If there is one thing Canadians can agree upon with near unanimity, it’s the value of a universal public health care system. In fact, a recent Nanos poll showed most people would like to expand our public system, even if it means paying higher taxes.

But rightwing groups like the Fraser Institute work relentlessly to roll back our public system and privatize Canadians’ health care. In one column the Fraser Institute’s Associate Director of Health Policy Studies argued that we need to privatize our health care system because wait times inside the public system are too long:

Which raises another key question. Why do these waits exist and what can be done about them? They exist because the government can’t fund enough services to keep up with demand. Consequently, medical services are rationed through waiting lists. And unfortunately, government policy prevents the situation from improving by discouraging the private sector from helping expand supply, and by prohibiting co-payments and user fees, which could help temper demand.

This is a common argument that rightwing groups use to attack public healthcare: wait times are too long, and the way to fix wait times is to privatize services.

But while it is true that Canadians sometimes wait longer than they’d like for specialized services, it is not the case that privatization would solve this problem.

The Fraser Institute implies that long wait times are a necessary part of a public health care system. But the reality is that there are plenty of public health care systems similar to ours which have much shorter wait times.

One study the Fraser Institute often cites is the Commonwealth Fund Survey. This survey does show that Canada experiences relatively long wait times for some services.

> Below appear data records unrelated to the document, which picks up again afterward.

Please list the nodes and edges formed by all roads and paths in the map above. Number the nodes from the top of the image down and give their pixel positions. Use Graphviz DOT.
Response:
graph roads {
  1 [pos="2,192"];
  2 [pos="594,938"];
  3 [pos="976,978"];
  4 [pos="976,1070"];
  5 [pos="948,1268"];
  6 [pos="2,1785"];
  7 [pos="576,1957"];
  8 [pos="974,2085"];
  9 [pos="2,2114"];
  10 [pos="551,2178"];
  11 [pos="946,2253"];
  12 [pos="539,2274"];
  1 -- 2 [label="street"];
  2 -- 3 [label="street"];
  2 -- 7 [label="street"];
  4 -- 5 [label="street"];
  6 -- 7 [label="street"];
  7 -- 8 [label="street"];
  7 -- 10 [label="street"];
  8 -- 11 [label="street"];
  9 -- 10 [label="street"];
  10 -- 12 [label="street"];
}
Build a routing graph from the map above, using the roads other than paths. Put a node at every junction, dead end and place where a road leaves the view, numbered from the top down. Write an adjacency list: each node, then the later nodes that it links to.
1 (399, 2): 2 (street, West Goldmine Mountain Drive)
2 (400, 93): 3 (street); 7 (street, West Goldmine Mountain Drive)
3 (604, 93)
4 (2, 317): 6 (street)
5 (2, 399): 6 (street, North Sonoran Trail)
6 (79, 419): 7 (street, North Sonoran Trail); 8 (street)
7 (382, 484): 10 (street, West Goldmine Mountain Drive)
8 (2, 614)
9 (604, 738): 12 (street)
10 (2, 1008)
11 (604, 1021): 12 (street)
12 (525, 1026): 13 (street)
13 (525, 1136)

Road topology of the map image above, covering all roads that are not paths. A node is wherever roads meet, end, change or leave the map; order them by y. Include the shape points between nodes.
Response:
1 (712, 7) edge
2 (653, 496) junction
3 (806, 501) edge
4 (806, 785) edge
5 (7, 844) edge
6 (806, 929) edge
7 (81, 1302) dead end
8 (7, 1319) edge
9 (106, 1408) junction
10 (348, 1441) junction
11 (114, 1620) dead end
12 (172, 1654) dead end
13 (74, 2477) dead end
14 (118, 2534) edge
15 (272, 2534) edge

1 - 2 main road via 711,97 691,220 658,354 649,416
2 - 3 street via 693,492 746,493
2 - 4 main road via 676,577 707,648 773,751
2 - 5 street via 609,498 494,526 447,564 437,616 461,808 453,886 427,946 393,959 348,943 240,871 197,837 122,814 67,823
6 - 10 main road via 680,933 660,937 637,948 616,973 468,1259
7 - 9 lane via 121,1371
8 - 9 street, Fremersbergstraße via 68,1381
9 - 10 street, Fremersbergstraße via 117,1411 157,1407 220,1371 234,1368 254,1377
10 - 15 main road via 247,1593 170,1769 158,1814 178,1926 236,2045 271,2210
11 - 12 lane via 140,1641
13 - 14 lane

But it also shows that the United Kingdom outperforms countries with private healthcare systems, like the United States, on most measures including wait times. The kicker is that the United Kingdom’s health care system involves even fewer private services than Canada’s — doctors and nurses are employed directly by the government. Of course, the Fraser Institute doesn’t include this data in their reports on the Commonwealth Fund Survey because it undermines their agenda, which is to privatize Canadian health care.

Wait times are caused by underfunding and co-ordination problems

While rightwing critics of public health care crow that it’s the system itself that causes wait times, we can see that some public systems outperform private ones on this measure.

The real cause of wait times is not the fact that our system is public and universal — it’s that our system is underfunded and un-coordinated.

Andre Picard, the Globe and Mail’s health reporter who has been covering Canada’s health care system for decades, explains the root of the wait time issue:

What distinguishes the countries that have markedly better results than Canada – like the Netherlands and the Nordic countries – is the cohesiveness of the system, and the emphasis on primary care.

Every Dutch citizen must register with a general practitioner, who acts as navigator and gatekeeper for the system. Furthermore, the roles and responsibilities of all the key players in the system – practitioners, insurers and government – are clearly defined, and complementary. Better still, politicians do very little micromanaging of the health system because that is not tolerated. In the Nordic countries, in addition, there is a particular emphasis on the socio-economic determinants of health, in tackling inequality, but spending more on education and social welfare, and less on health, with impressive results.

In Canada, by contrast, we have very much a sickness-care system, with many silos, and very little co-ordination. There is far more crisis management than planning and political interference is commonplace. And, as the data in the new CIHI study highlight, patients are often left to navigate the complex system on their own, and too often fall between the cracks.

Canada also has fewer doctors per capita than most other western states, with just 2.4 physicians for every 1000 people. Germany, which often has shorter wait times than Canada, has 4.1 doctors per 1000 people. It’s no surprise that given our relative shortage of doctors, Canadians wait longer for care. The solution to this problem is simple: invest more in physicians and nurses.

Privatization would make care better for the rich, worse for everyone else

Health care, like most everything else, is a finite resource. That means not everyone can have an infinite amount of care. With any finite resource, we have to make decisions about who is going to get what.

In public systems, like Canada’s, we provide health care on the basis of need. If you are critically sick or injured, you go to the front of the line. If you can wait for treatment without suffering long term negative effects, you have to wait longer.

But in private systems, like the United States’, health care is provided on the basis of wealth. If you can pay to go to the front of line, you do — even if someone else needs treatment sooner than you. What this means in practice is that people who need care but aren’t rich simply go without. Prior to the introduction of Obamacare, the American Journal of Public Health found that 45,000 people died every year due to lack of health insurance. It’s not an exaggeration to say that private healthcare kills tens of thousands of people every year — and yet this is what the Fraser Institute and rightwing critics want for Canada.

Canadians have decided to provide health care on the basis of need rather than wealth. This is a just and moral decision. Under the private health care system the Fraser Institute wants, the rich would have excellent care with no wait times while everyone else’s care would be worse, or disappear entirely.